Work task
With the pictures excluded, retype the records that follow exactly.

Exercise material
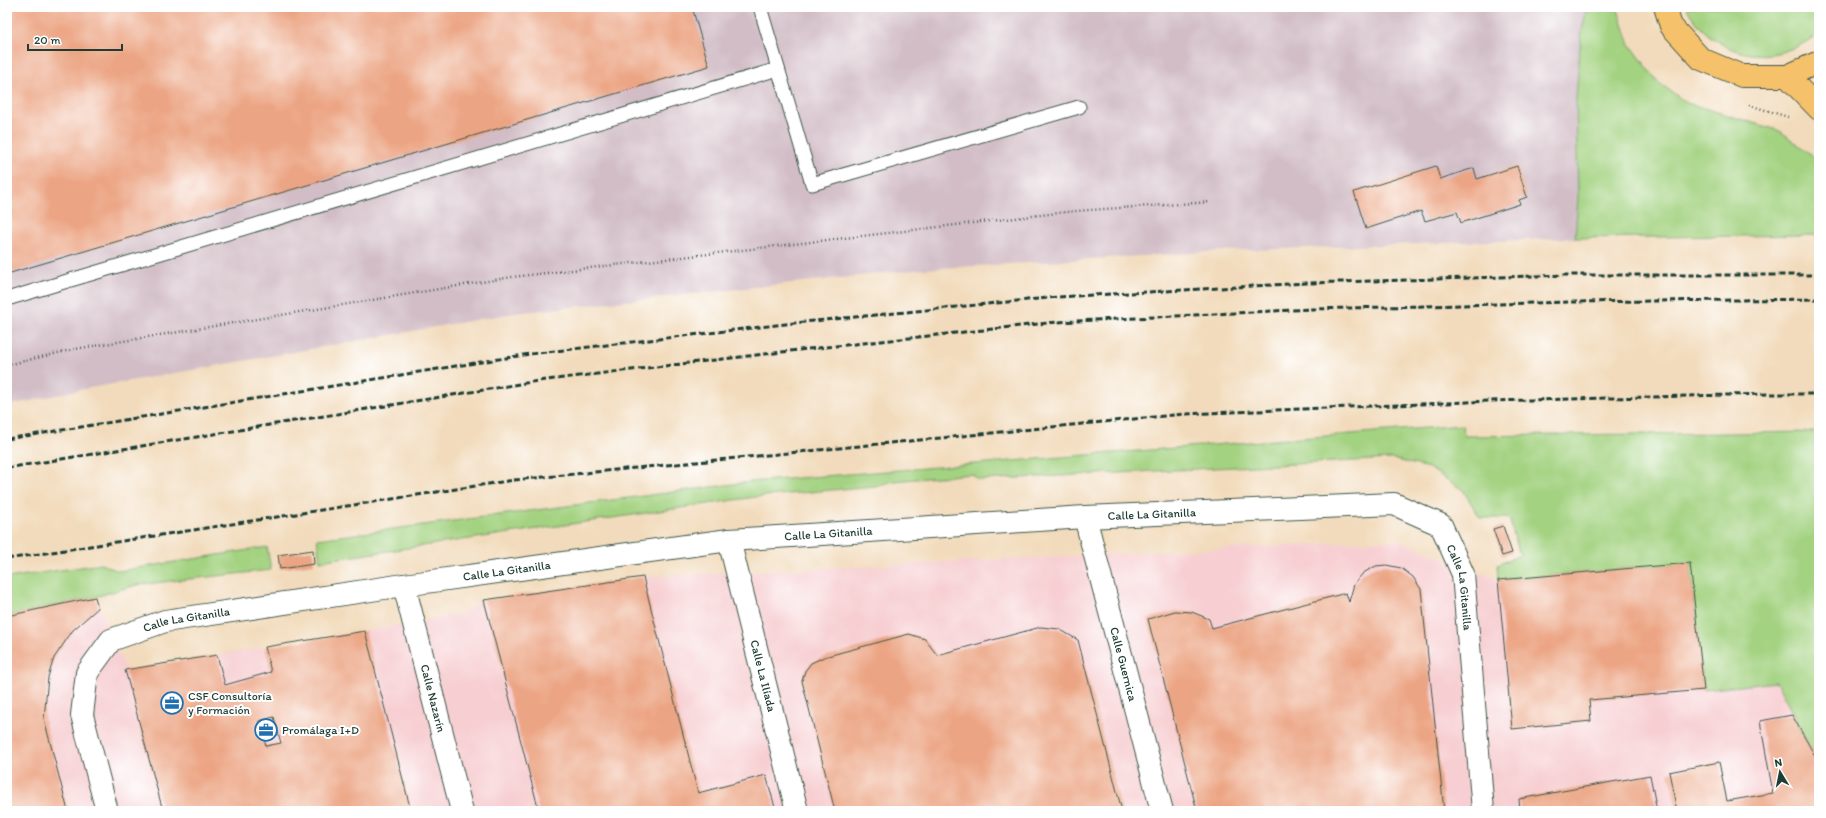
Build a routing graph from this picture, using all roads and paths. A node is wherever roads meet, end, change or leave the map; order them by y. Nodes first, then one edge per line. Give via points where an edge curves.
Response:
1 (760, 7) edge
2 (1665, 7) edge
3 (1819, 62) edge
4 (778, 69) junction
5 (1787, 76) junction
6 (1079, 108) dead end
7 (1819, 109) edge
8 (1210, 202) dead end
9 (7, 300) edge
10 (7, 365) edge
11 (1084, 517) junction
12 (729, 540) junction
13 (404, 585) junction
14 (107, 811) edge
15 (462, 811) edge
16 (797, 811) edge
17 (1162, 811) edge
18 (1483, 811) edge

1 - 4 lane
2 - 5 main road via 1671,26 1701,58 1742,76
3 - 5 main road
4 - 6 lane via 812,184
4 - 9 lane
5 - 7 main road
8 - 10 path via 1075,211 512,277 74,349
11 - 12 street, Calle La Gitanilla
11 - 17 street, Calle Guernica
11 - 18 street, Calle La Gitanilla via 1394,504 1441,525 1463,574
12 - 13 street, Calle La Gitanilla
12 - 16 street, Calle La Ilíada
13 - 14 street, Calle La Gitanilla via 165,621 111,640 87,673 82,715
13 - 15 street, Calle Nazarín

Answer to the problem
Build a routing graph from this picture, using all roads and paths. A node is wherever roads meet, end, change or leave the map; order them by y. Nodes first, then one edge per line. Give via points where an edge curves.
Response:
1 (760, 7) edge
2 (1665, 7) edge
3 (1819, 62) edge
4 (778, 69) junction
5 (1787, 76) junction
6 (1079, 108) dead end
7 (1819, 109) edge
8 (1210, 202) dead end
9 (7, 300) edge
10 (7, 365) edge
11 (1084, 517) junction
12 (729, 540) junction
13 (404, 585) junction
14 (107, 811) edge
15 (462, 811) edge
16 (797, 811) edge
17 (1162, 811) edge
18 (1483, 811) edge

1 - 4 lane
2 - 5 main road via 1671,26 1701,58 1742,76
3 - 5 main road
4 - 6 lane via 812,184
4 - 9 lane
5 - 7 main road
8 - 10 path via 1075,211 512,277 74,349
11 - 12 street, Calle La Gitanilla
11 - 17 street, Calle Guernica
11 - 18 street, Calle La Gitanilla via 1394,504 1441,525 1463,574
12 - 13 street, Calle La Gitanilla
12 - 16 street, Calle La Ilíada
13 - 14 street, Calle La Gitanilla via 165,621 111,640 87,673 82,715
13 - 15 street, Calle Nazarín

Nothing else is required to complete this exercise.